Data to examine -
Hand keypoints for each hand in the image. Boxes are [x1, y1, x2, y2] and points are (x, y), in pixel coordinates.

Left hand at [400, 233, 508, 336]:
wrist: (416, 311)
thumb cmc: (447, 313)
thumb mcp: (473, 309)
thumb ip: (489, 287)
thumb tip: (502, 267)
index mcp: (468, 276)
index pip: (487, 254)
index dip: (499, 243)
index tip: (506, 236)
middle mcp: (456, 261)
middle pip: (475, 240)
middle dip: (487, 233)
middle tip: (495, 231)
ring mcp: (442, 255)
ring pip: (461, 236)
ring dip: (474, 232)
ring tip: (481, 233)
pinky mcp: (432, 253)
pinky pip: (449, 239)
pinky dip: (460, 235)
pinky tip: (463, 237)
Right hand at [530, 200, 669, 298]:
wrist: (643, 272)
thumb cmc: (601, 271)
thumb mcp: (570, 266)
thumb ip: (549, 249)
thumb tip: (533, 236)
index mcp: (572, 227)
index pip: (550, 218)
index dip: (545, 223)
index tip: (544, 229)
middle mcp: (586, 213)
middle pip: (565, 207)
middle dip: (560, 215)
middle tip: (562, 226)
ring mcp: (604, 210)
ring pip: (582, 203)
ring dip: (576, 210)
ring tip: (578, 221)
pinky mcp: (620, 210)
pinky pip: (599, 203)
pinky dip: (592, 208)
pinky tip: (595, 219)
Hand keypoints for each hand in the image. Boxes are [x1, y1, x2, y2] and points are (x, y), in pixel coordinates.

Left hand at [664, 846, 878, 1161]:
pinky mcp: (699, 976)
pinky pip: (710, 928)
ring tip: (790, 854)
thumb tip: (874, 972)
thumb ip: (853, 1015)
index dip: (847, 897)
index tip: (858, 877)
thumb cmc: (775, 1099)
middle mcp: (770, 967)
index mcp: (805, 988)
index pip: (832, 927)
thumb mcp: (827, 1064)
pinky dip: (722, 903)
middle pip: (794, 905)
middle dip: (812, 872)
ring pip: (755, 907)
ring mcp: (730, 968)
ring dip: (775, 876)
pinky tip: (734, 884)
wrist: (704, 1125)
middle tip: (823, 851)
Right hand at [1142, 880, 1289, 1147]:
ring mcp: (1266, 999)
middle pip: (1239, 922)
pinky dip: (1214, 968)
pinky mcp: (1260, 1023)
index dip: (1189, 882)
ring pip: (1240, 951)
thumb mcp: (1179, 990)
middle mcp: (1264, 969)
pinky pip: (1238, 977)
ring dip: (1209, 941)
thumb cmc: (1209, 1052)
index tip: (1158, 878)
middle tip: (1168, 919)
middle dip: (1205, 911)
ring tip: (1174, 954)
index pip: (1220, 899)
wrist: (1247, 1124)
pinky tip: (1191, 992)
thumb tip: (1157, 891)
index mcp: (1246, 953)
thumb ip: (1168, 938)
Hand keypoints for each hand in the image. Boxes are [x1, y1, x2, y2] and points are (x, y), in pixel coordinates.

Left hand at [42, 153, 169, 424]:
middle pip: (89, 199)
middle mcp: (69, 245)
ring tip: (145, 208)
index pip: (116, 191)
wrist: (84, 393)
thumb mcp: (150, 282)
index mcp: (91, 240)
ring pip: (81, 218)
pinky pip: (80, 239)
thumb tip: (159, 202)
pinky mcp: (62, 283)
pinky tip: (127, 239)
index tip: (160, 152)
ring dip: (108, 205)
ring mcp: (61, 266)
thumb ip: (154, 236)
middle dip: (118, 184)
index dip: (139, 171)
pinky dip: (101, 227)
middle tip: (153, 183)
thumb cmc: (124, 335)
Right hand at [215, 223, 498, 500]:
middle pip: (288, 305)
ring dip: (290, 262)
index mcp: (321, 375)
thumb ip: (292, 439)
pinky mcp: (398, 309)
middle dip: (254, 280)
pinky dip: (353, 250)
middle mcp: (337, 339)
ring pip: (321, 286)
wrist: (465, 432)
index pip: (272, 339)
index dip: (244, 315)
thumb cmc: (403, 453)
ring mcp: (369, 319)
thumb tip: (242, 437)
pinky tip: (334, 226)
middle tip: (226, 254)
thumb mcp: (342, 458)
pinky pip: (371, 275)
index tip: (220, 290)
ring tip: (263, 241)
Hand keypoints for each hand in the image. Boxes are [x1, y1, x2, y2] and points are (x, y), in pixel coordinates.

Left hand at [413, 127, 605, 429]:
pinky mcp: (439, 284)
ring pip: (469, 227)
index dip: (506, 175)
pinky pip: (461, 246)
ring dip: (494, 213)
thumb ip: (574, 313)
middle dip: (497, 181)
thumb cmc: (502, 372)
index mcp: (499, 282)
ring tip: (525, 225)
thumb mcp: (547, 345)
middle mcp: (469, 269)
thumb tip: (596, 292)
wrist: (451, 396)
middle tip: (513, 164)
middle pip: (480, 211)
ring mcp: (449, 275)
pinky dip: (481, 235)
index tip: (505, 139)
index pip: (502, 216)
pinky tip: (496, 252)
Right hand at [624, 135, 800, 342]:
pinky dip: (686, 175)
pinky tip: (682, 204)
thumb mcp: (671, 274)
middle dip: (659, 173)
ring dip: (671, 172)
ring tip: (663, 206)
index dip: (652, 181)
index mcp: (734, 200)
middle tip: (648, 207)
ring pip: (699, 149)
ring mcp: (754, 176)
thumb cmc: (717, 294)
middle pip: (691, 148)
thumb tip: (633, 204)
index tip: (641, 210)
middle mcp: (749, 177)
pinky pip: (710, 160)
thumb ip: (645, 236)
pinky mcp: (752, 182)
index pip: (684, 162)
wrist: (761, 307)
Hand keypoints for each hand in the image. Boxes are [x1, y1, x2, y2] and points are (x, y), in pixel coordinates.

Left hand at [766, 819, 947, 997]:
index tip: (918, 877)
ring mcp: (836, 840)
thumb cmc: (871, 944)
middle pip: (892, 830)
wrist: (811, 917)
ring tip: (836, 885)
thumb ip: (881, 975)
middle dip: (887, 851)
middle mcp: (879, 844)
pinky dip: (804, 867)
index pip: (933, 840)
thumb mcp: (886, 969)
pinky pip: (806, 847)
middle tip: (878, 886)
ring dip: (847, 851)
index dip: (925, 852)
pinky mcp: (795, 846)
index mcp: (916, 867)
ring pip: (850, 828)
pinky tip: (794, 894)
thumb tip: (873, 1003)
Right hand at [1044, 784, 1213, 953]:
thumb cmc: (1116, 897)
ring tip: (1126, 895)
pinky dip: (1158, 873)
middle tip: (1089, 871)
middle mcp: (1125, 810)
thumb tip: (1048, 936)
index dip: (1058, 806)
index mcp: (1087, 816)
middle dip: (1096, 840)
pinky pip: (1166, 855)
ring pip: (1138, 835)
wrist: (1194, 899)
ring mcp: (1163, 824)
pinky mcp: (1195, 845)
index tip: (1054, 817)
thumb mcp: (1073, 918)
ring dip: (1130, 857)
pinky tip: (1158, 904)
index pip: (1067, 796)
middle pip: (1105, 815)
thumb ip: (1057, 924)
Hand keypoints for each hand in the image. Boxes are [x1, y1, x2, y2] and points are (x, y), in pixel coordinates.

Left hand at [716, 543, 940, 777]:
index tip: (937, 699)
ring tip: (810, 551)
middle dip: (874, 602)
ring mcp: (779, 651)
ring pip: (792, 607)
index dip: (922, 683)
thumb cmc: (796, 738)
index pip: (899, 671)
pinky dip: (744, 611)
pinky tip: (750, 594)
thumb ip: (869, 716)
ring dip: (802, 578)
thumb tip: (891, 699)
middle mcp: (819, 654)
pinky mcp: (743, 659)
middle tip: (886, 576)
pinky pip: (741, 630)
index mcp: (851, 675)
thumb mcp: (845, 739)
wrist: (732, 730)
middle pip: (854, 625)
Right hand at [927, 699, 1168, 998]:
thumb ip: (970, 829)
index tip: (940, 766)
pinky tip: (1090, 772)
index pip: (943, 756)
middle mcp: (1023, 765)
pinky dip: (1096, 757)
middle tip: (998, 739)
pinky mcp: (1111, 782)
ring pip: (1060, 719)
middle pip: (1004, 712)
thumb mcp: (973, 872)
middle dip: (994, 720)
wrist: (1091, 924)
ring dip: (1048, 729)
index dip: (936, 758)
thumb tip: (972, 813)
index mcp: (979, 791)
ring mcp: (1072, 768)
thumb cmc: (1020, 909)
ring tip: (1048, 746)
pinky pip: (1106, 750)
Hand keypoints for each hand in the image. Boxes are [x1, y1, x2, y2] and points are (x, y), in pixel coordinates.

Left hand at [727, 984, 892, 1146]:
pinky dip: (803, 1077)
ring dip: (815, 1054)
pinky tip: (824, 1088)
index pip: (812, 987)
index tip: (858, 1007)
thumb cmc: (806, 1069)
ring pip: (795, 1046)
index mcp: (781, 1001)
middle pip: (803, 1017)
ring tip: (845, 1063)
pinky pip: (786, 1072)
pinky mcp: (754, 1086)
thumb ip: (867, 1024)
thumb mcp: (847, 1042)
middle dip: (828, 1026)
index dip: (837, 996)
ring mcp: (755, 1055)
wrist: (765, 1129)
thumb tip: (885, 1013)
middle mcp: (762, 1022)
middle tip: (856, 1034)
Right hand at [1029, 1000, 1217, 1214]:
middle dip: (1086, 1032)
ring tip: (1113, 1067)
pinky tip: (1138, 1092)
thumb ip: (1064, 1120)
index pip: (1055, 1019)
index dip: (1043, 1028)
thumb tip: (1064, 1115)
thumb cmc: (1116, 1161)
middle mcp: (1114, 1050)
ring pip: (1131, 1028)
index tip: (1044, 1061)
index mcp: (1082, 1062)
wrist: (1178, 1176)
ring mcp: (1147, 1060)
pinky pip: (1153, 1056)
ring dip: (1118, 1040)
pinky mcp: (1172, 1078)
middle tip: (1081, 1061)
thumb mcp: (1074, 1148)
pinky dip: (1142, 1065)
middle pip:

Task prompt - Within the material above, transcribe exactly the lines that run from the line holding "index pip: (272, 339)" through the line holding "ring tip: (263, 241)".

Your solution -
index pip: (272, 339)
index dip: (244, 315)
thumb cmc: (403, 453)
ring mcp: (369, 319)
thumb tip: (242, 437)
pinky tip: (334, 226)
middle tip: (226, 254)
thumb mcp: (342, 458)
pinky pip: (371, 275)
index tip: (220, 290)
ring tip: (263, 241)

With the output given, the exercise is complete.